Speaking after the event the East Antrim MP set out his reasoning for why he wants to leave the EU;

It is evident from the pathetic demand for minimal changes to the terms of our membership of the EU, that the Prime Minister was not serious about ensuring that the UK got a better deal from Europe and the only course of action was to negotiate a relationship which fell short of EU membership.

We need to have control over our own destiny, to determine our own laws and to protect businesses and families from the financial burdens imposed by the EU membership.

Currently 65 per cent of our laws are made and imposed from the EU commission with no accountability. Our membership costs this country £12bn each year, and we have a trade deficit with Europe of over £70bn at the same time we are prevented from making our own trade agreements with those countries in the world which are growing and are tied to the trade policies of the stagnating European economies.

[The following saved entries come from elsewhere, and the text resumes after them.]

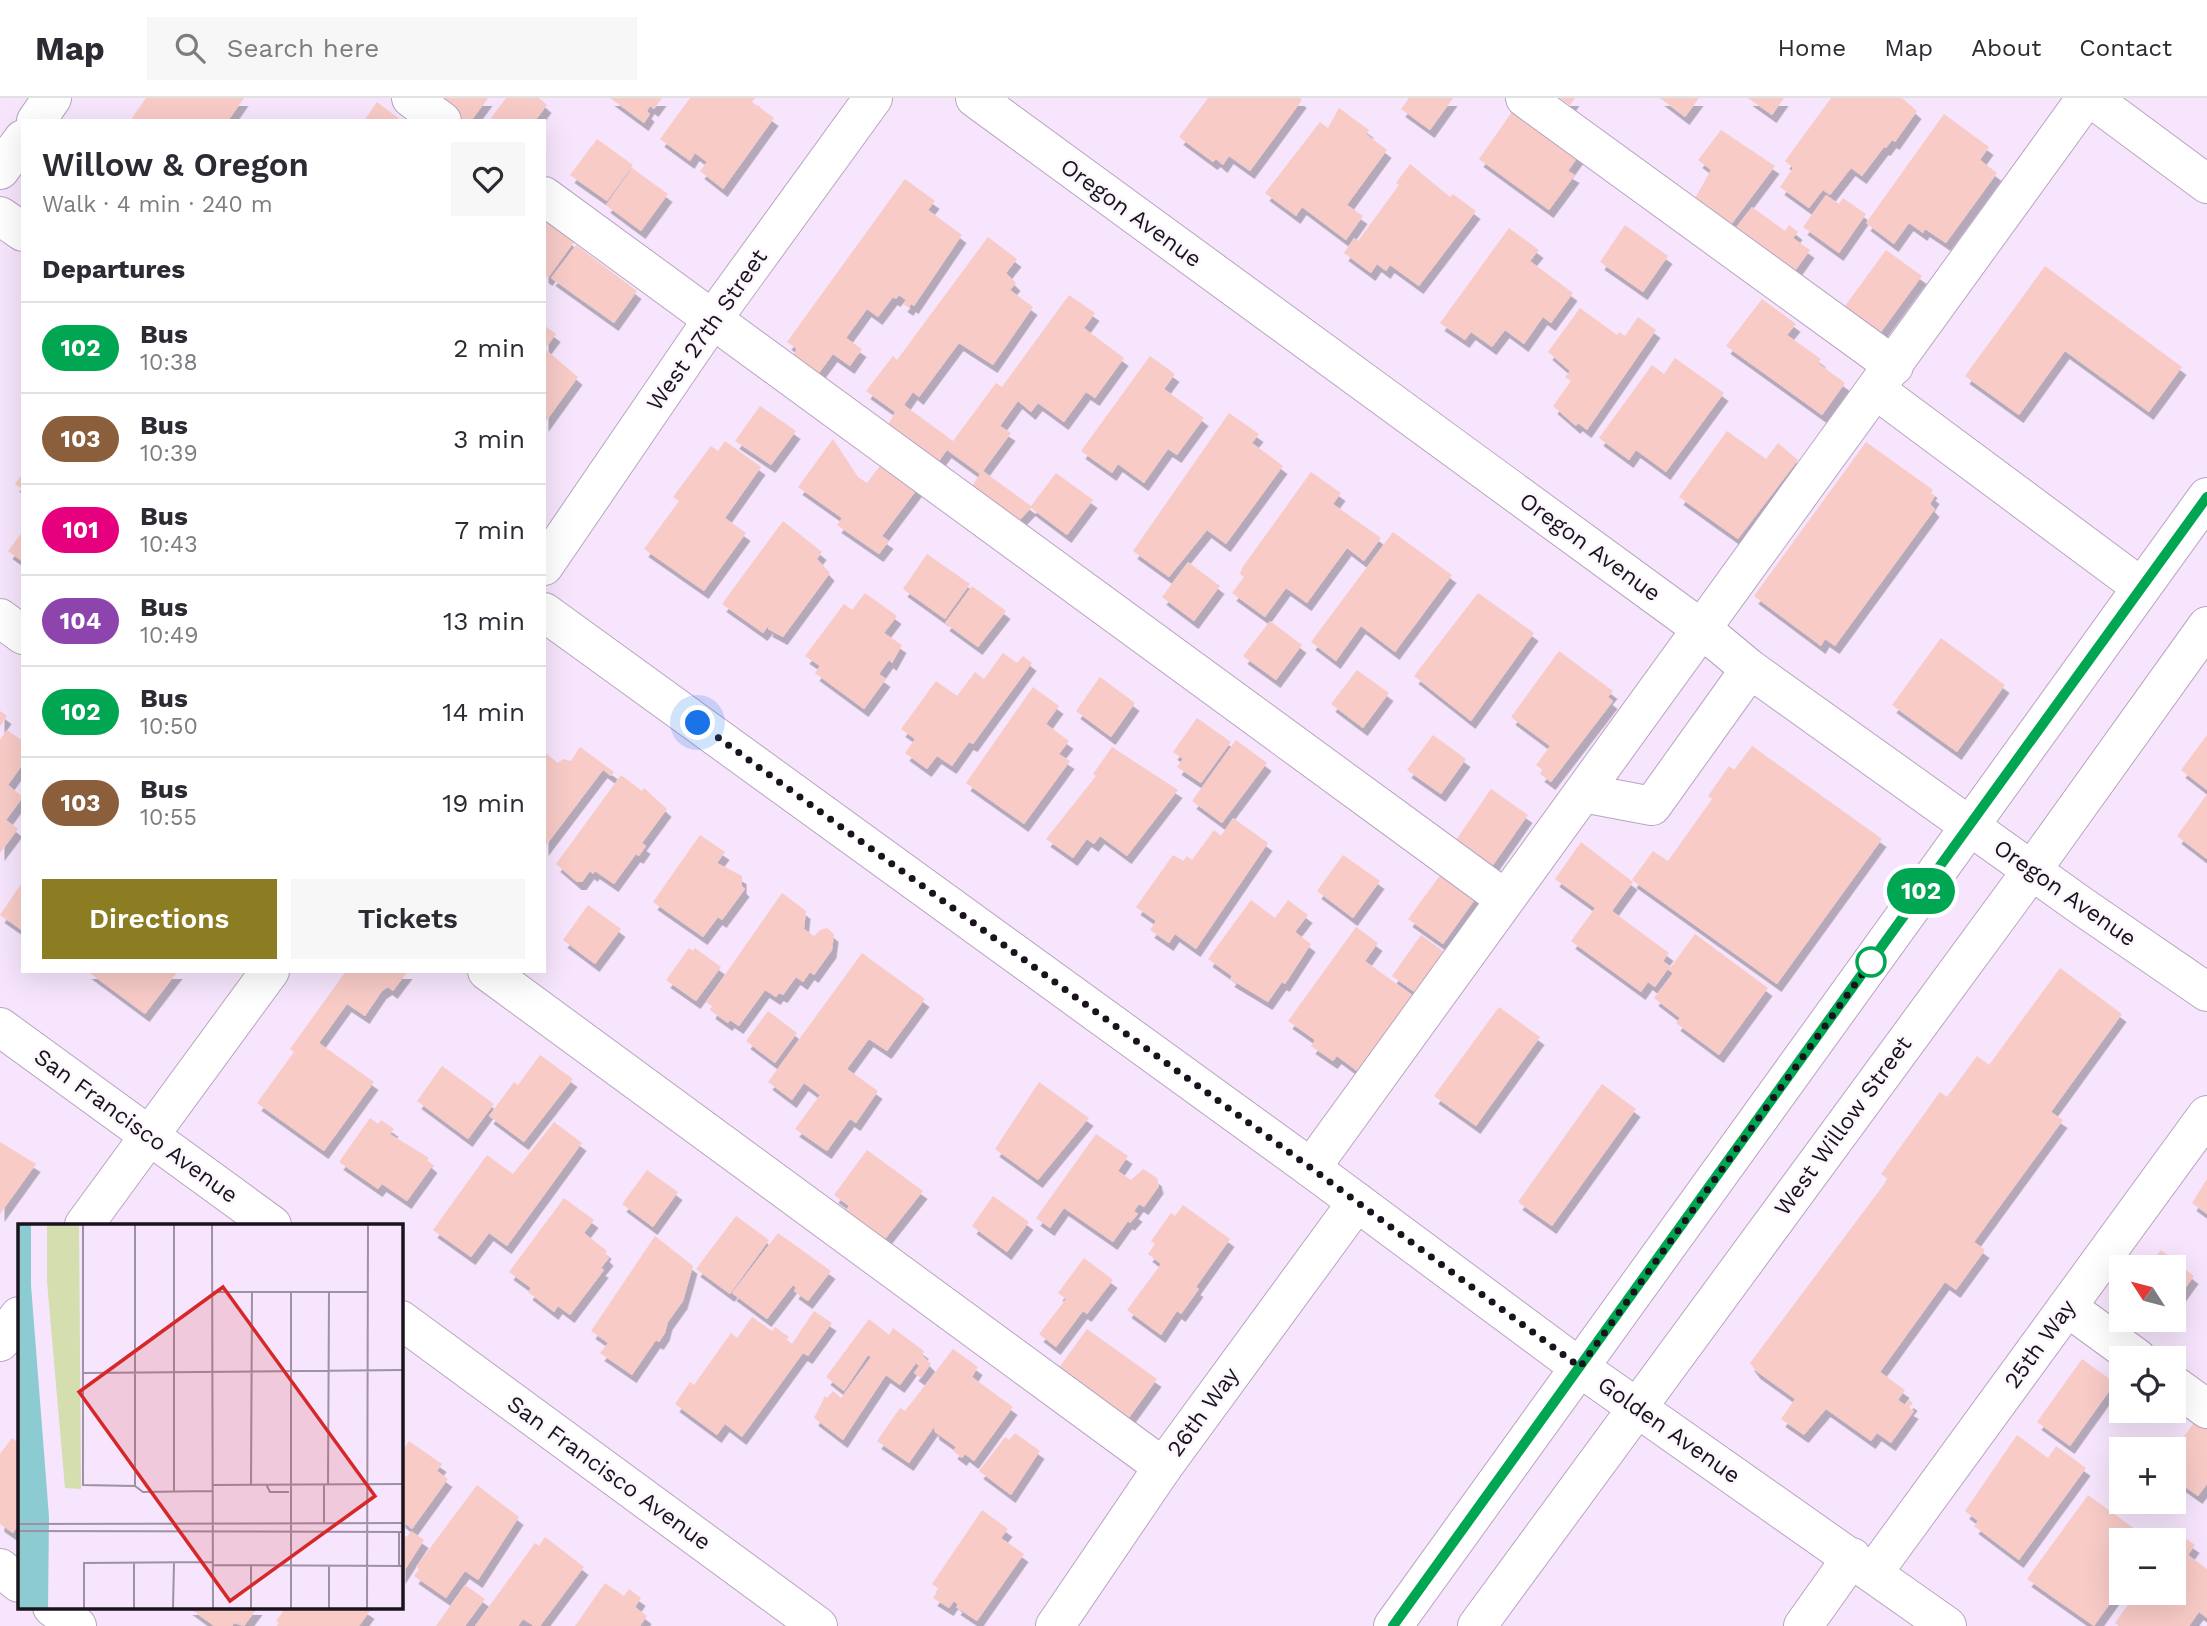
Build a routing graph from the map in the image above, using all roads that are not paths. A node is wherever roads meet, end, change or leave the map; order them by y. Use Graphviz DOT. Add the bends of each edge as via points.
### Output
graph roads {
  1 [pos="52,98"];
  2 [pos="411,98"];
  3 [pos="873,98"];
  4 [pos="975,98"];
  5 [pos="1525,98"];
  6 [pos="2086,98"];
  7 [pos="2091,98"];
  8 [pos="37,119"];
  9 [pos="439,119"];
  10 [pos="21,142"];
  11 [pos="0,170"];
  12 [pos="2207,184"];
  13 [pos="546,197"];
  14 [pos="0,216"];
  15 [pos="21,231"];
  16 [pos="712,320"];
  17 [pos="1885,378"];
  18 [pos="2207,497"];
  19 [pos="546,563"];
  20 [pos="2141,587"];
  21 [pos="546,613"];
  22 [pos="0,618"];
  23 [pos="2207,625"];
  24 [pos="1703,629"];
  25 [pos="21,634"];
  26 [pos="1750,669"];
  27 [pos="1583,793"];
  28 [pos="1967,825"];
  29 [pos="2032,870"];
  30 [pos="1506,899"];
  31 [pos="269,973"];
  32 [pos="490,973"];
  33 [pos="2207,992"];
  34 [pos="0,1027"];
  35 [pos="2207,1115"];
  36 [pos="149,1135"];
  37 [pos="1311,1168"];
  38 [pos="1357,1202"];
  39 [pos="86,1224"];
  40 [pos="271,1224"];
  41 [pos="2067,1307"];
  42 [pos="18,1317"];
  43 [pos="402,1321"];
  44 [pos="0,1342"];
  45 [pos="2121,1346"];
  46 [pos="1580,1367"];
  47 [pos="2186,1394"];
  48 [pos="1637,1407"];
  49 [pos="2207,1409"];
  50 [pos="1163,1467"];
  51 [pos="1863,1565"];
  52 [pos="0,1569"];
  53 [pos="18,1582"];
  54 [pos="52,1608"];
  55 [pos="77,1626"];
  56 [pos="818,1626"];
  57 [pos="1055,1626"];
  58 [pos="1393,1626"];
  59 [pos="1477,1626"];
  60 [pos="1803,1626"];
  61 [pos="1947,1626"];
  1 -- 8 [label="street"];
  2 -- 9 [label="street"];
  3 -- 16 [label="street, West 27th Street"];
  4 -- 24 [label="street, Oregon Avenue"];
  5 -- 17 [label="street"];
  6 -- 17 [label="street"];
  7 -- 12 [label="street"];
  10 -- 11 [label="street"];
  13 -- 16 [label="street"];
  14 -- 15 [label="street"];
  16 -- 19 [label="street, West 27th Street"];
  16 -- 30 [label="street"];
  17 -- 20 [label="street"];
  17 -- 24 [label="street"];
  18 -- 20 [label="street"];
  20 -- 28 [label="street"];
  21 -- 37 [label="street, Golden Avenue"];
  22 -- 25 [label="street"];
  23 -- 29 [label="street, West Willow Street"];
  24 -- 26 [label="street, Oregon Avenue"];
  24 -- 27 [label="street"];
  26 -- 27 [label="street" via="1652,806"];
  26 -- 28 [label="street, Oregon Avenue"];
  27 -- 30 [label="street"];
  28 -- 29 [label="street, Oregon Avenue"];
  28 -- 46 [label="street"];
  29 -- 33 [label="street, Oregon Avenue"];
  29 -- 48 [label="street, West Willow Street"];
  30 -- 37 [label="street"];
  31 -- 36 [label="street"];
  32 -- 50 [label="street"];
  34 -- 36 [label="street, San Francisco Avenue"];
  35 -- 41 [label="street, 25th Way"];
  36 -- 39 [label="street"];
  36 -- 40 [label="street, San Francisco Avenue"];
  37 -- 38 [label="street, Golden Avenue"];
  38 -- 46 [label="street, Golden Avenue"];
  38 -- 50 [label="street, 26th Way"];
  41 -- 45 [label="street"];
  41 -- 51 [label="street, 25th Way"];
  42 -- 44 [label="street"];
  43 -- 56 [label="street, San Francisco Avenue"];
  46 -- 48 [label="street, Golden Avenue"];
  46 -- 58 [label="street"];
  47 -- 49 [label="street"];
  48 -- 51 [label="street, Golden Avenue"];
  48 -- 59 [label="street, West Willow Street"];
  50 -- 57 [label="street, 26th Way"];
  51 -- 60 [label="street, 25th Way"];
  51 -- 61 [label="street, Golden Avenue"];
  52 -- 53 [label="street"];
  54 -- 55 [label="street"];
}
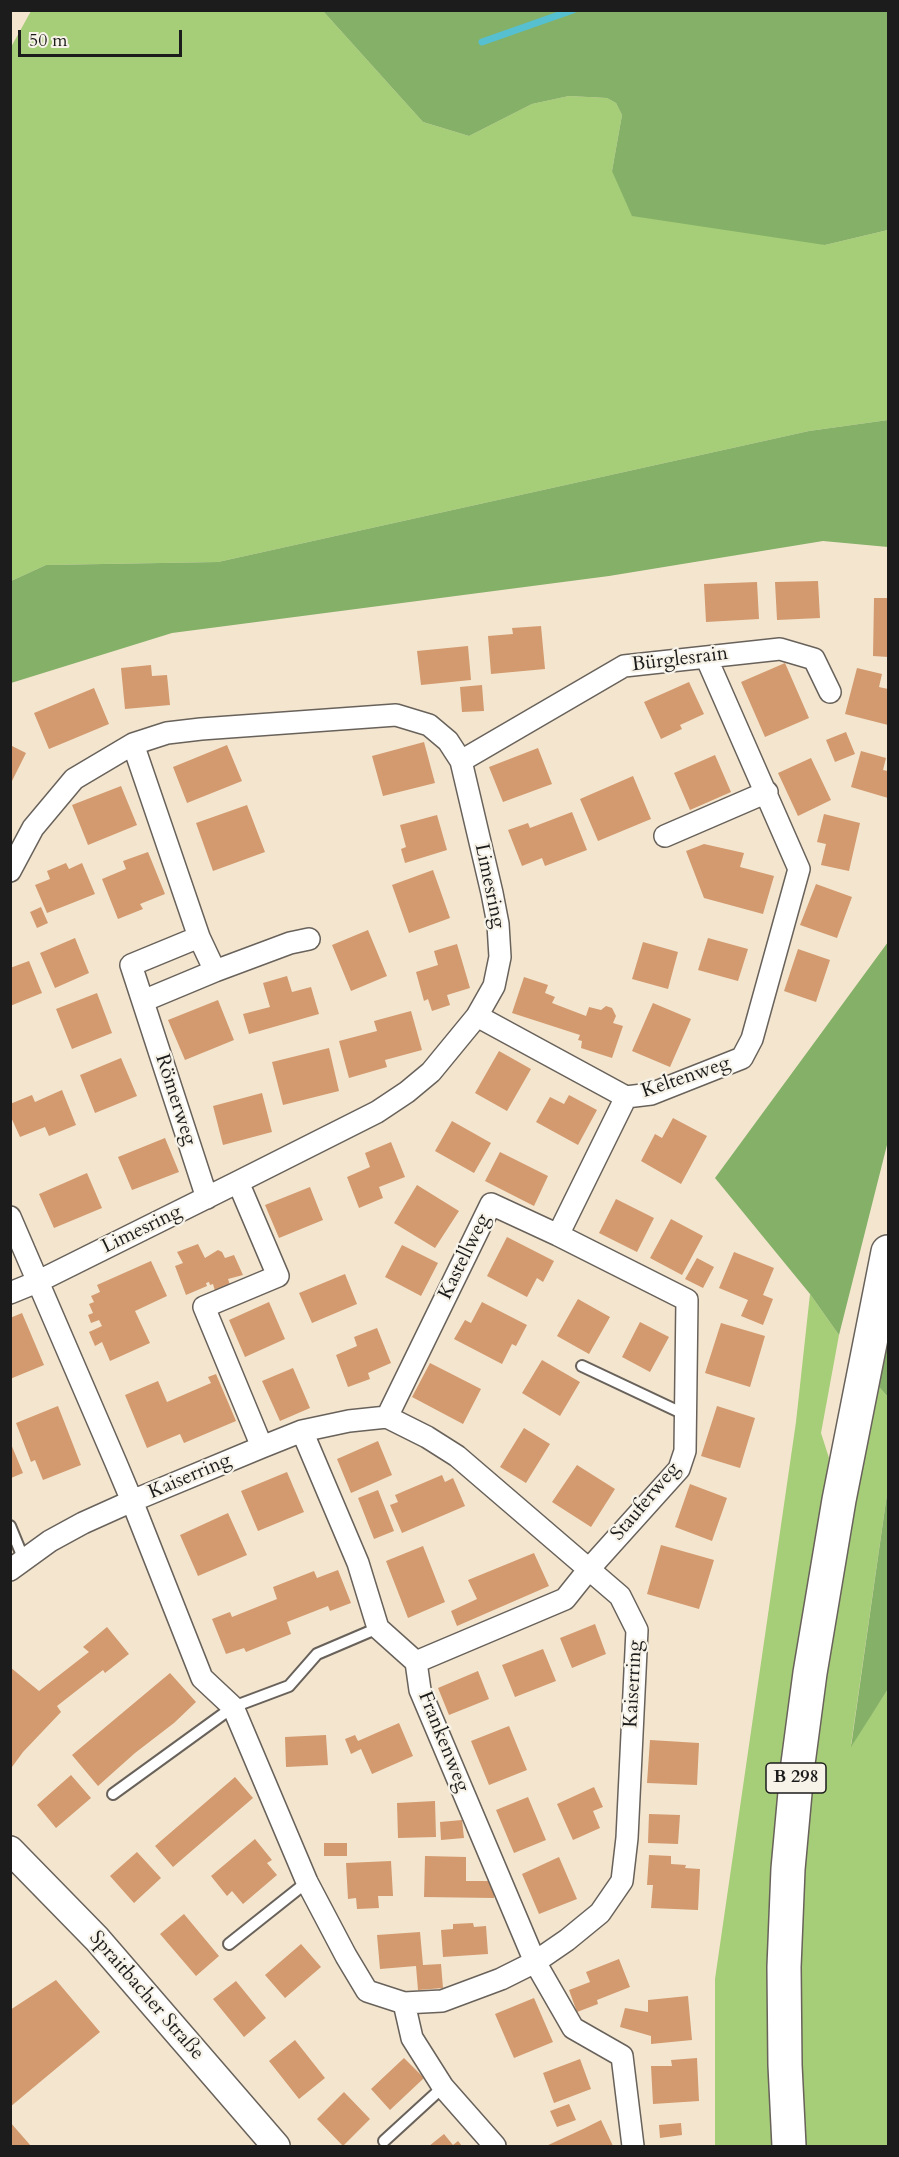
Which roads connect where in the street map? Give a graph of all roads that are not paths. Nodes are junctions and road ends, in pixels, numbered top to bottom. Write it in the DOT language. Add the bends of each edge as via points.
graph roads {
  1 [pos="706,657"];
  2 [pos="830,692"];
  3 [pos="133,744"];
  4 [pos="461,761"];
  5 [pos="766,792"];
  6 [pos="665,836"];
  7 [pos="10,871"];
  8 [pos="199,937"];
  9 [pos="309,939"];
  10 [pos="215,971"];
  11 [pos="143,1001"];
  12 [pos="477,1016"];
  13 [pos="626,1097"];
  14 [pos="238,1182"];
  15 [pos="207,1198"];
  16 [pos="10,1217"];
  17 [pos="558,1235"];
  18 [pos="888,1252"];
  19 [pos="37,1282"];
  20 [pos="10,1293"];
  21 [pos="582,1366"];
  22 [pos="686,1415"];
  23 [pos="387,1417"];
  24 [pos="302,1431"];
  25 [pos="262,1447"];
  26 [pos="132,1501"];
  27 [pos="10,1526"];
  28 [pos="17,1565"];
  29 [pos="589,1569"];
  30 [pos="378,1628"];
  31 [pos="416,1662"];
  32 [pos="233,1707"];
  33 [pos="113,1794"];
  34 [pos="10,1850"];
  35 [pos="307,1882"];
  36 [pos="230,1944"];
  37 [pos="535,1962"];
  38 [pos="404,2003"];
  39 [pos="443,2086"];
  40 [pos="384,2141"];
  41 [pos="276,2146"];
  42 [pos="495,2146"];
  43 [pos="633,2146"];
  44 [pos="789,2146"];
  1 -- 2 [label="street, Bürglesrain" via="780,649 814,659"];
  1 -- 4 [label="street, Bürglesrain" via="624,666"];
  1 -- 5 [label="street, Keltenweg"];
  3 -- 4 [label="street, Limesring" via="167,733 201,729 396,715 429,725 448,741"];
  3 -- 7 [label="street, Limesring" via="74,779 33,828"];
  3 -- 8 [label="street"];
  4 -- 12 [label="street, Limesring" via="498,924 500,957 494,986"];
  5 -- 6 [label="street"];
  5 -- 13 [label="street, Keltenweg" via="799,869 752,1039 742,1058 651,1094"];
  8 -- 10 [label="street"];
  8 -- 11 [label="street, Römerweg" via="131,965"];
  9 -- 10 [label="street"];
  10 -- 11 [label="street"];
  11 -- 15 [label="street, Römerweg"];
  12 -- 13 [label="street, Keltenweg"];
  12 -- 14 [label="street, Limesring" via="431,1072 407,1092 377,1112"];
  13 -- 17 [label="street"];
  14 -- 15 [label="street, Limesring"];
  14 -- 25 [label="street" via="278,1276 204,1307"];
  15 -- 19 [label="street, Limesring"];
  16 -- 19 [label="street"];
  17 -- 22 [label="street, Stauferweg" via="687,1300"];
  17 -- 23 [label="street, Kastellweg" via="491,1204"];
  18 -- 44 [label="main road, B 298" via="820,1608 796,1771 784,1967"];
  19 -- 20 [label="street, Limesring"];
  19 -- 26 [label="street"];
  21 -- 22 [label="lane"];
  22 -- 29 [label="street, Stauferweg" via="685,1451 679,1469"];
  23 -- 24 [label="street, Kaiserring"];
  23 -- 29 [label="street, Kaiserring" via="457,1456"];
  24 -- 25 [label="street, Kaiserring"];
  24 -- 30 [label="street" via="358,1563"];
  25 -- 26 [label="street, Kaiserring"];
  26 -- 28 [label="street, Kaiserring" via="50,1541"];
  26 -- 32 [label="street, Kaiserring" via="202,1678"];
  27 -- 28 [label="lane"];
  29 -- 31 [label="street, Stauferweg" via="565,1599"];
  29 -- 37 [label="street, Kaiserring" via="620,1596 637,1630 622,1881 600,1913"];
  30 -- 31 [label="street"];
  30 -- 32 [label="lane" via="317,1654 289,1686"];
  31 -- 37 [label="street, Frankenweg" via="420,1690"];
  32 -- 33 [label="lane"];
  32 -- 35 [label="street, Kaiserring"];
  34 -- 41 [label="street, Spraitbacher Straße" via="97,1940"];
  35 -- 36 [label="lane"];
  35 -- 38 [label="street, Kaiserring" via="367,1991"];
  37 -- 38 [label="street, Kaiserring" via="442,2001"];
  37 -- 43 [label="street, Frankenweg" via="573,2028 622,2056"];
  38 -- 39 [label="street" via="412,2038"];
  39 -- 40 [label="lane"];
  39 -- 42 [label="street"];
}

It is time for a change. We can have the best of both worlds, access to the European market but freedom to determine our own laws and trading arrangements. There are those who argue that being outside the E U would disadvantage us economically. They said the same thing about our decision not to joint the Eurozone. They were wrong on that issue and they are equally wrong on the question of EU membership.

Given the determination of the majority of EU institutions and the heads of the major states in Europe to forge a federal Europe in which all countries would be corralled into a one size fits all Europe superstate, the U.K. would be better off out.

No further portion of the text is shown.